_Data in this exercise_:
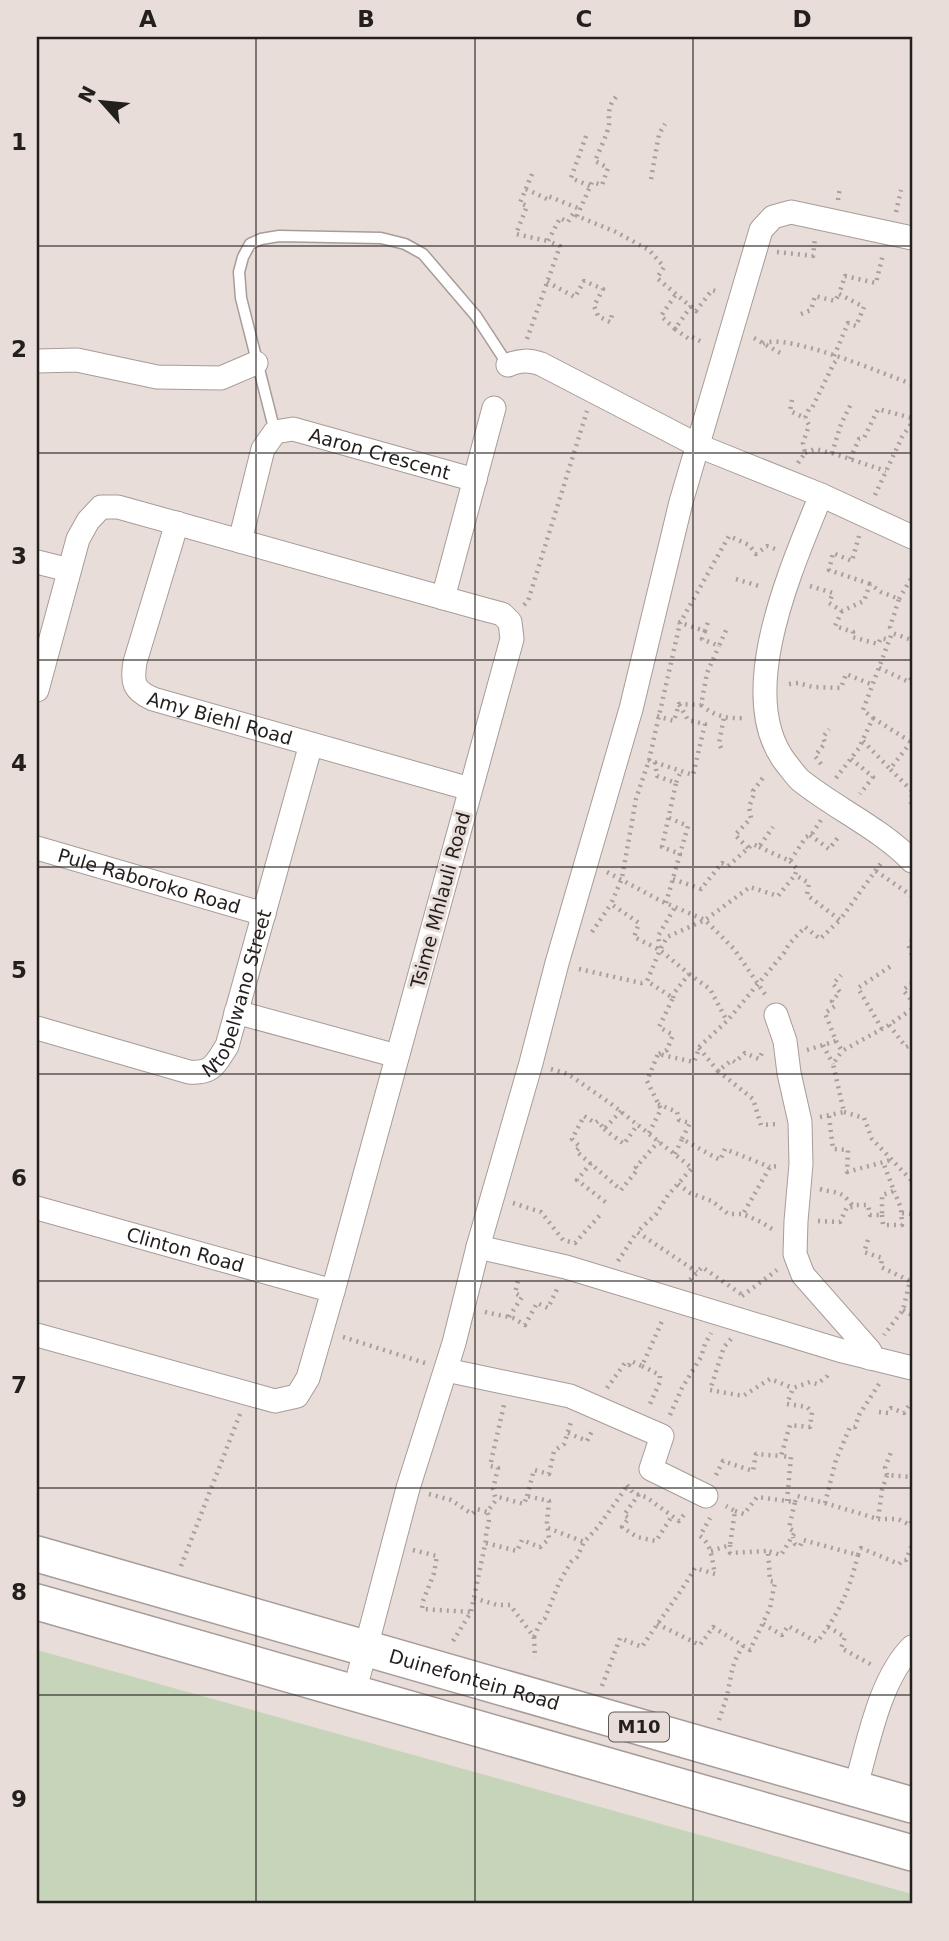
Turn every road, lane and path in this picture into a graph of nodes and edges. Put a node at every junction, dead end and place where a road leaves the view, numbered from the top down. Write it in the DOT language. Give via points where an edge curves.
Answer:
graph roads {
  1 [pos="615,97"];
  2 [pos="665,124"];
  3 [pos="586,136"];
  4 [pos="532,174"];
  5 [pos="651,179"];
  6 [pos="590,186"];
  7 [pos="526,189"];
  8 [pos="580,209"];
  9 [pos="803,215"];
  10 [pos="577,216"];
  11 [pos="882,232"];
  12 [pos="912,238"];
  13 [pos="548,241"];
  14 [pos="755,248"];
  15 [pos="547,282"];
  16 [pos="676,294"];
  17 [pos="839,294"];
  18 [pos="740,299"];
  19 [pos="691,306"];
  20 [pos="613,312"];
  21 [pos="801,314"];
  22 [pos="732,326"];
  23 [pos="676,329"];
  24 [pos="763,344"];
  25 [pos="724,354"];
  26 [pos="782,355"];
  27 [pos="836,357"];
  28 [pos="37,361"];
  29 [pos="256,363"];
  30 [pos="514,363"];
  31 [pos="912,384"];
  32 [pos="594,390"];
  33 [pos="792,400"];
  34 [pos="851,404"];
  35 [pos="494,408"];
  36 [pos="805,418"];
  37 [pos="912,421"];
  38 [pos="275,432"];
  39 [pos="699,446"];
  40 [pos="804,453"];
  41 [pos="832,453"];
  42 [pos="850,459"];
  43 [pos="886,471"];
  44 [pos="475,480"];
  45 [pos="787,482"];
  46 [pos="821,495"];
  47 [pos="177,523"];
  48 [pos="912,537"];
  49 [pos="240,541"];
  50 [pos="796,555"];
  51 [pos="37,562"];
  52 [pos="69,570"];
  53 [pos="912,578"];
  54 [pos="788,580"];
  55 [pos="443,598"];
  56 [pos="899,599"];
  57 [pos="842,611"];
  58 [pos="654,614"];
  59 [pos="510,622"];
  60 [pos="708,622"];
  61 [pos="680,623"];
  62 [pos="727,628"];
  63 [pos="705,631"];
  64 [pos="892,633"];
  65 [pos="890,640"];
  66 [pos="912,640"];
  67 [pos="719,646"];
  68 [pos="880,668"];
  69 [pos="912,677"];
  70 [pos="873,685"];
  71 [pos="765,687"];
  72 [pos="37,690"];
  73 [pos="680,704"];
  74 [pos="701,705"];
  75 [pos="631,709"];
  76 [pos="766,716"];
  77 [pos="659,717"];
  78 [pos="724,717"];
  79 [pos="873,718"];
  80 [pos="829,729"];
  81 [pos="863,741"];
  82 [pos="912,743"];
  83 [pos="311,744"];
  84 [pos="721,748"];
  85 [pos="620,751"];
  86 [pos="780,756"];
  87 [pos="851,759"];
  88 [pos="649,760"];
  89 [pos="655,762"];
  90 [pos="890,769"];
  91 [pos="681,771"];
  92 [pos="676,782"];
  93 [pos="470,789"];
  94 [pos="912,790"];
  95 [pos="912,796"];
  96 [pos="834,803"];
  97 [pos="912,804"];
  98 [pos="669,818"];
  99 [pos="773,827"];
  100 [pos="810,835"];
  101 [pos="892,844"];
  102 [pos="759,847"];
  103 [pos="37,848"];
  104 [pos="748,848"];
  105 [pos="680,854"];
  106 [pos="789,861"];
  107 [pos="912,861"];
  108 [pos="587,863"];
  109 [pos="876,871"];
  110 [pos="795,875"];
  111 [pos="622,878"];
  112 [pos="673,879"];
  113 [pos="912,896"];
  114 [pos="666,903"];
  115 [pos="675,907"];
  116 [pos="264,914"];
  117 [pos="705,920"];
  118 [pos="840,920"];
  119 [pos="912,941"];
  120 [pos="660,950"];
  121 [pos="912,954"];
  122 [pos="557,963"];
  123 [pos="891,966"];
  124 [pos="690,974"];
  125 [pos="841,975"];
  126 [pos="647,981"];
  127 [pos="758,983"];
  128 [pos="912,983"];
  129 [pos="673,998"];
  130 [pos="912,1001"];
  131 [pos="912,1009"];
  132 [pos="236,1012"];
  133 [pos="776,1015"];
  134 [pos="727,1021"];
  135 [pos="889,1025"];
  136 [pos="37,1028"];
  137 [pos="882,1029"];
  138 [pos="836,1041"];
  139 [pos="912,1044"];
  140 [pos="823,1045"];
  141 [pos="699,1048"];
  142 [pos="786,1049"];
  143 [pos="842,1051"];
  144 [pos="658,1054"];
  145 [pos="397,1056"];
  146 [pos="531,1063"];
  147 [pos="833,1064"];
  148 [pos="718,1071"];
  149 [pos="658,1104"];
  150 [pos="621,1111"];
  151 [pos="844,1112"];
  152 [pos="829,1115"];
  153 [pos="800,1122"];
  154 [pos="638,1124"];
  155 [pos="604,1129"];
  156 [pos="649,1133"];
  157 [pos="682,1139"];
  158 [pos="659,1141"];
  159 [pos="675,1154"];
  160 [pos="891,1160"];
  161 [pos="883,1162"];
  162 [pos="591,1163"];
  163 [pos="770,1167"];
  164 [pos="801,1169"];
  165 [pos="912,1181"];
  166 [pos="678,1184"];
  167 [pos="894,1191"];
  168 [pos="494,1194"];
  169 [pos="608,1204"];
  170 [pos="37,1208"];
  171 [pos="869,1208"];
  172 [pos="902,1213"];
  173 [pos="743,1214"];
  174 [pos="912,1214"];
  175 [pos="600,1215"];
  176 [pos="882,1215"];
  177 [pos="796,1221"];
  178 [pos="564,1240"];
  179 [pos="868,1240"];
  180 [pos="796,1245"];
  181 [pos="478,1247"];
  182 [pos="566,1267"];
  183 [pos="697,1272"];
  184 [pos="911,1281"];
  185 [pos="333,1291"];
  186 [pos="743,1295"];
  187 [pos="671,1300"];
  188 [pos="904,1310"];
  189 [pos="482,1311"];
  190 [pos="720,1314"];
  191 [pos="912,1315"];
  192 [pos="322,1330"];
  193 [pos="37,1335"];
  194 [pos="839,1350"];
  195 [pos="886,1360"];
  196 [pos="642,1366"];
  197 [pos="446,1370"];
  198 [pos="509,1383"];
  199 [pos="248,1394"];
  200 [pos="570,1396"];
  201 [pos="912,1401"];
  202 [pos="594,1406"];
  203 [pos="879,1412"];
  204 [pos="639,1426"];
  205 [pos="662,1436"];
  206 [pos="891,1452"];
  207 [pos="781,1455"];
  208 [pos="651,1469"];
  209 [pos="887,1475"];
  210 [pos="912,1477"];
  211 [pos="408,1488"];
  212 [pos="639,1494"];
  213 [pos="495,1496"];
  214 [pos="527,1496"];
  215 [pos="787,1501"];
  216 [pos="795,1502"];
  217 [pos="825,1503"];
  218 [pos="710,1505"];
  219 [pos="487,1511"];
  220 [pos="735,1511"];
  221 [pos="672,1516"];
  222 [pos="912,1518"];
  223 [pos="878,1519"];
  224 [pos="911,1525"];
  225 [pos="548,1528"];
  226 [pos="793,1537"];
  227 [pos="584,1542"];
  228 [pos="486,1543"];
  229 [pos="393,1545"];
  230 [pos="730,1545"];
  231 [pos="912,1545"];
  232 [pos="768,1550"];
  233 [pos="710,1551"];
  234 [pos="37,1554"];
  235 [pos="858,1555"];
  236 [pos="906,1560"];
  237 [pos="912,1564"];
  238 [pos="171,1593"];
  239 [pos="474,1598"];
  240 [pos="37,1602"];
  241 [pos="471,1612"];
  242 [pos="657,1624"];
  243 [pos="763,1624"];
  244 [pos="828,1628"];
  245 [pos="534,1637"];
  246 [pos="453,1641"];
  247 [pos="743,1646"];
  248 [pos="912,1647"];
  249 [pos="366,1648"];
  250 [pos="535,1658"];
  251 [pos="891,1676"];
  252 [pos="601,1687"];
  253 [pos="354,1693"];
  254 [pos="710,1747"];
  255 [pos="855,1789"];
  256 [pos="912,1805"];
  257 [pos="912,1853"];
  1 -- 6 [label="path" via="595,161 608,168 602,185 592,182"];
  2 -- 5 [label="path"];
  3 -- 6 [label="path" via="571,178"];
  4 -- 7 [label="path"];
  6 -- 8 [label="path"];
  7 -- 8 [label="path"];
  7 -- 13 [label="path" via="520,203 527,206 516,234"];
  8 -- 10 [label="path"];
  9 -- 11 [label="street"];
  9 -- 14 [label="street" via="791,212 773,217 761,230"];
  9 -- 14 [label="path" via="803,233 816,236 813,256"];
  10 -- 13 [label="path" via="573,214 568,222 560,218"];
  10 -- 16 [label="path" via="649,250 664,267 656,278"];
  11 -- 12 [label="street"];
  11 -- 17 [label="path" via="876,250 884,253 876,283 845,276"];
  13 -- 15 [label="path" via="560,246"];
  14 -- 18 [label="street"];
  15 -- 20 [label="path" via="575,296 584,281 603,289 594,306 597,316 610,322"];
  15 -- 30 [label="path"];
  16 -- 19 [label="path"];
  16 -- 23 [label="path" via="661,316"];
  17 -- 21 [label="path" via="835,301 815,296 811,310"];
  17 -- 27 [label="path" via="864,306 856,327 848,323"];
  18 -- 19 [label="path" via="712,290 696,311"];
  18 -- 22 [label="street"];
  19 -- 23 [label="path"];
  22 -- 24 [label="path"];
  22 -- 25 [label="street"];
  23 -- 25 [label="path" via="689,340 692,337"];
  24 -- 26 [label="path"];
  24 -- 27 [label="path" via="769,340 798,344"];
  25 -- 39 [label="street"];
  27 -- 31 [label="path"];
  27 -- 36 [label="path"];
  28 -- 29 [label="street" via="77,360 157,377 222,378"];
  29 -- 30 [label="lane" via="239,272 250,244 279,236 381,238 405,244 423,254"];
  29 -- 38 [label="lane"];
  30 -- 32 [label="street" via="530,360"];
  32 -- 39 [label="street"];
  32 -- 59 [label="path" via="528,601"];
  33 -- 36 [label="path" via="790,411"];
  34 -- 41 [label="path"];
  35 -- 44 [label="street"];
  36 -- 40 [label="path" via="809,425"];
  37 -- 42 [label="path" via="878,409"];
  38 -- 44 [label="street, Aaron Crescent" via="293,429"];
  38 -- 49 [label="street" via="263,449"];
  39 -- 45 [label="street"];
  39 -- 58 [label="street"];
  40 -- 41 [label="path" via="815,449"];
  40 -- 45 [label="path"];
  41 -- 42 [label="path"];
  42 -- 43 [label="path"];
  44 -- 55 [label="street"];
  45 -- 46 [label="street"];
  46 -- 48 [label="street"];
  46 -- 50 [label="street"];
  47 -- 49 [label="street"];
  47 -- 52 [label="street" via="118,507 101,507 78,539"];
  47 -- 83 [label="street, Amy Biehl Road" via="135,662 140,694"];
  49 -- 55 [label="street"];
  50 -- 54 [label="street"];
  50 -- 61 [label="path" via="766,546 756,554 749,545 729,537"];
  51 -- 52 [label="street"];
  52 -- 72 [label="street"];
  53 -- 56 [label="path"];
  54 -- 57 [label="path" via="833,593 829,603"];
  54 -- 71 [label="street"];
  55 -- 59 [label="street" via="502,614"];
  56 -- 57 [label="path" via="870,584 864,601"];
  56 -- 64 [label="path"];
  57 -- 65 [label="path" via="835,626 853,632 852,637 878,644 881,638"];
  58 -- 61 [label="path"];
  58 -- 75 [label="street"];
  59 -- 93 [label="street, Tsime Mhlauli Road" via="512,639"];
  60 -- 63 [label="path"];
  61 -- 63 [label="path"];
  61 -- 77 [label="path"];
  62 -- 67 [label="path"];
  63 -- 67 [label="path" via="702,639"];
  64 -- 65 [label="path"];
  64 -- 66 [label="path"];
  65 -- 68 [label="path"];
  67 -- 74 [label="path" via="707,673"];
  68 -- 69 [label="path" via="909,682"];
  68 -- 70 [label="path"];
  70 -- 71 [label="path" via="846,674 841,688 798,683"];
  70 -- 79 [label="path" via="863,710"];
  71 -- 76 [label="street"];
  73 -- 74 [label="path"];
  73 -- 77 [label="path" via="674,721"];
  73 -- 91 [label="path" via="688,720 705,724 693,775"];
  74 -- 78 [label="path"];
  75 -- 77 [label="path"];
  75 -- 85 [label="street"];
  76 -- 78 [label="path"];
  76 -- 86 [label="street"];
  77 -- 88 [label="path"];
  78 -- 84 [label="path"];
  79 -- 81 [label="path"];
  79 -- 82 [label="path"];
  80 -- 96 [label="path" via="814,756 824,768"];
  81 -- 87 [label="path"];
  81 -- 90 [label="path"];
  82 -- 90 [label="path"];
  83 -- 93 [label="street, Amy Biehl Road"];
  83 -- 116 [label="street, Ntobelwano Street"];
  85 -- 88 [label="path"];
  85 -- 108 [label="street"];
  86 -- 96 [label="street" via="798,778"];
  86 -- 104 [label="path" via="753,790 751,818 735,835"];
  87 -- 96 [label="path"];
  87 -- 96 [label="path" via="873,777"];
  88 -- 89 [label="path"];
  88 -- 111 [label="path" via="636,799"];
  89 -- 91 [label="path"];
  89 -- 92 [label="path" via="657,776"];
  90 -- 94 [label="path"];
  91 -- 92 [label="path"];
  92 -- 98 [label="path"];
  93 -- 145 [label="street, Tsime Mhlauli Road"];
  95 -- 97 [label="path"];
  96 -- 100 [label="path"];
  96 -- 100 [label="path" via="829,849"];
  96 -- 101 [label="street"];
  98 -- 105 [label="path" via="662,847"];
  98 -- 105 [label="path" via="688,826"];
  99 -- 102 [label="path"];
  100 -- 106 [label="path"];
  101 -- 107 [label="street"];
  101 -- 109 [label="path"];
  102 -- 104 [label="path" via="753,844"];
  102 -- 106 [label="path"];
  103 -- 116 [label="street, Pule Raboroko Road"];
  104 -- 112 [label="path" via="727,866 722,863 701,889"];
  105 -- 112 [label="path"];
  106 -- 110 [label="path" via="797,869"];
  108 -- 111 [label="path"];
  108 -- 122 [label="street"];
  109 -- 113 [label="path"];
  109 -- 118 [label="path"];
  110 -- 117 [label="path" via="778,896 750,887"];
  110 -- 118 [label="path" via="809,883 807,895"];
  111 -- 114 [label="path"];
  111 -- 120 [label="path" via="611,904 639,923 634,937"];
  112 -- 114 [label="path"];
  114 -- 115 [label="path"];
  115 -- 117 [label="path"];
  115 -- 120 [label="path" via="658,936"];
  116 -- 132 [label="street, Ntobelwano Street"];
  117 -- 120 [label="path" via="667,937"];
  117 -- 127 [label="path" via="734,949"];
  118 -- 127 [label="path" via="820,939 805,927"];
  119 -- 121 [label="path" via="908,944"];
  120 -- 124 [label="path"];
  120 -- 126 [label="path"];
  122 -- 126 [label="path"];
  122 -- 146 [label="street"];
  123 -- 137 [label="path" via="858,988"];
  124 -- 129 [label="path"];
  124 -- 134 [label="path" via="710,989"];
  125 -- 138 [label="path" via="833,984 840,992 832,1001 835,1006 824,1013"];
  126 -- 129 [label="path"];
  127 -- 133 [label="path"];
  127 -- 134 [label="path"];
  128 -- 130 [label="path" via="904,990"];
  129 -- 144 [label="path" via="659,1027 673,1035 667,1050"];
  131 -- 135 [label="path"];
  132 -- 136 [label="street, Ntobelwano Street" via="227,1046 213,1067 202,1073"];
  132 -- 145 [label="street"];
  133 -- 142 [label="street"];
  134 -- 141 [label="path"];
  135 -- 137 [label="path"];
  135 -- 139 [label="path" via="906,1047"];
  137 -- 143 [label="path"];
  138 -- 140 [label="path"];
  138 -- 143 [label="path"];
  140 -- 142 [label="path"];
  140 -- 147 [label="path"];
  141 -- 144 [label="path" via="694,1062"];
  141 -- 148 [label="path"];
  142 -- 148 [label="path" via="768,1042 759,1059 745,1053"];
  142 -- 153 [label="street"];
  143 -- 147 [label="path"];
  144 -- 149 [label="path" via="647,1081"];
  145 -- 185 [label="street, Tsime Mhlauli Road"];
  146 -- 150 [label="path" via="568,1074"];
  146 -- 168 [label="street"];
  147 -- 151 [label="path"];
  148 -- 153 [label="path" via="753,1099 761,1125"];
  149 -- 156 [label="path" via="661,1110"];
  149 -- 157 [label="path" via="690,1123"];
  150 -- 154 [label="path"];
  150 -- 155 [label="path"];
  151 -- 152 [label="path"];
  151 -- 160 [label="path" via="864,1118 872,1139"];
  152 -- 153 [label="path"];
  152 -- 161 [label="path" via="833,1149 848,1150 847,1172"];
  153 -- 164 [label="street"];
  154 -- 155 [label="path" via="624,1144"];
  154 -- 156 [label="path"];
  155 -- 162 [label="path" via="584,1116 572,1139 580,1147 576,1151"];
  156 -- 158 [label="path"];
  157 -- 159 [label="path"];
  157 -- 163 [label="path" via="720,1160 725,1149"];
  158 -- 159 [label="path"];
  158 -- 162 [label="path" via="621,1189"];
  159 -- 166 [label="path" via="692,1168"];
  160 -- 161 [label="path"];
  160 -- 165 [label="path"];
  161 -- 167 [label="path"];
  162 -- 169 [label="path" via="577,1180"];
  163 -- 164 [label="path"];
  163 -- 173 [label="path"];
  164 -- 171 [label="path" via="821,1190 839,1192 852,1205"];
  164 -- 177 [label="street"];
  166 -- 173 [label="path" via="728,1214"];
  166 -- 183 [label="path" via="636,1232"];
  167 -- 172 [label="path"];
  167 -- 176 [label="path" via="882,1195"];
  168 -- 178 [label="path" via="541,1212"];
  168 -- 181 [label="street"];
  170 -- 185 [label="street, Clinton Road"];
  171 -- 176 [label="path" via="870,1215"];
  171 -- 177 [label="path" via="847,1207 841,1222"];
  172 -- 174 [label="path"];
  172 -- 176 [label="path" via="902,1225 883,1224"];
  173 -- 180 [label="path"];
  175 -- 178 [label="path" via="575,1243"];
  177 -- 180 [label="street"];
  178 -- 182 [label="path" via="570,1255"];
  179 -- 184 [label="path" via="864,1252 882,1258 881,1267"];
  180 -- 195 [label="street" via="803,1275"];
  181 -- 182 [label="street"];
  181 -- 197 [label="street"];
  182 -- 187 [label="street"];
  182 -- 189 [label="path" via="548,1308 537,1303 525,1325"];
  183 -- 186 [label="path" via="702,1267"];
  183 -- 187 [label="path"];
  184 -- 188 [label="path"];
  185 -- 192 [label="street, Tsime Mhlauli Road"];
  187 -- 190 [label="street"];
  187 -- 196 [label="path"];
  188 -- 191 [label="path"];
  188 -- 195 [label="path" via="878,1343"];
  190 -- 194 [label="street"];
  190 -- 205 [label="path"];
  192 -- 197 [label="path"];
  192 -- 199 [label="street, Tsime Mhlauli Road" via="297,1396 275,1401"];
  193 -- 199 [label="street, Tsime Mhlauli Road"];
  194 -- 195 [label="street"];
  194 -- 207 [label="path" via="827,1376 817,1384 793,1388 788,1405 812,1412 810,1427 790,1425"];
  195 -- 217 [label="path" via="855,1427 850,1427"];
  196 -- 202 [label="path" via="625,1363"];
  196 -- 204 [label="path" via="660,1375 660,1382"];
  197 -- 198 [label="street"];
  197 -- 211 [label="street"];
  198 -- 200 [label="street"];
  198 -- 213 [label="path" via="491,1466 498,1468"];
  199 -- 238 [label="path"];
  200 -- 202 [label="street"];
  200 -- 214 [label="path" via="567,1410 572,1423 564,1444 554,1451 549,1474 534,1470"];
  201 -- 203 [label="path" via="904,1413 891,1408 888,1413"];
  202 -- 204 [label="street"];
  204 -- 205 [label="street"];
  205 -- 208 [label="street"];
  206 -- 209 [label="path"];
  207 -- 215 [label="path" via="792,1457"];
  207 -- 218 [label="path" via="756,1454 753,1471 723,1461"];
  208 -- 218 [label="street"];
  208 -- 227 [label="path" via="627,1485"];
  209 -- 210 [label="path"];
  209 -- 223 [label="path"];
  211 -- 219 [label="path" via="451,1500 471,1514 477,1509"];
  211 -- 229 [label="street"];
  212 -- 221 [label="path" via="624,1515 629,1518 622,1527 636,1537 656,1541"];
  213 -- 214 [label="path" via="524,1504"];
  213 -- 219 [label="path"];
  214 -- 225 [label="path" via="549,1501"];
  215 -- 216 [label="path"];
  215 -- 220 [label="path" via="757,1497 744,1514"];
  216 -- 217 [label="path" via="797,1496"];
  216 -- 226 [label="path" via="789,1528 795,1532"];
  217 -- 223 [label="path"];
  218 -- 220 [label="path"];
  218 -- 233 [label="path" via="700,1536"];
  219 -- 228 [label="path"];
  220 -- 230 [label="path"];
  222 -- 224 [label="path"];
  223 -- 224 [label="path"];
  225 -- 227 [label="path"];
  225 -- 228 [label="path" via="549,1539 540,1547 522,1541 517,1551"];
  226 -- 232 [label="path" via="781,1555"];
  226 -- 235 [label="path" via="800,1546 803,1540"];
  227 -- 245 [label="path"];
  228 -- 239 [label="path"];
  229 -- 241 [label="path" via="437,1556 422,1609"];
  229 -- 249 [label="street"];
  230 -- 232 [label="path" via="730,1553"];
  230 -- 233 [label="path"];
  231 -- 236 [label="path"];
  232 -- 243 [label="path" via="770,1581 775,1582"];
  233 -- 242 [label="path" via="715,1574 695,1569"];
  234 -- 238 [label="main road, Duinefontein Road / M10"];
  235 -- 236 [label="path" via="861,1548 899,1564"];
  235 -- 244 [label="path" via="849,1589"];
  236 -- 237 [label="path"];
  238 -- 249 [label="main road, Duinefontein Road / M10"];
  239 -- 241 [label="path"];
  239 -- 245 [label="path" via="510,1605"];
  240 -- 253 [label="main road, M10"];
  241 -- 246 [label="path"];
  242 -- 247 [label="path" via="700,1645 713,1628"];
  242 -- 252 [label="path" via="642,1647 620,1638"];
  243 -- 244 [label="path" via="782,1635 788,1626 817,1642"];
  243 -- 247 [label="path" via="750,1650"];
  244 -- 251 [label="path" via="845,1637 841,1648"];
  245 -- 250 [label="path"];
  247 -- 254 [label="path" via="730,1672"];
  248 -- 251 [label="street"];
  249 -- 253 [label="street"];
  249 -- 254 [label="main road, Duinefontein Road / M10"];
  251 -- 255 [label="street"];
  253 -- 257 [label="main road, M10"];
  254 -- 255 [label="main road, Duinefontein Road / M10"];
  255 -- 256 [label="main road, Duinefontein Road / M10"];
}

_Task item_:
Report back each line of the entries that holds the string "Duinefontein".

_Completed task_:
  234 -- 238 [label="main road, Duinefontein Road / M10"];
  238 -- 249 [label="main road, Duinefontein Road / M10"];
  249 -- 254 [label="main road, Duinefontein Road / M10"];
  254 -- 255 [label="main road, Duinefontein Road / M10"];
  255 -- 256 [label="main road, Duinefontein Road / M10"];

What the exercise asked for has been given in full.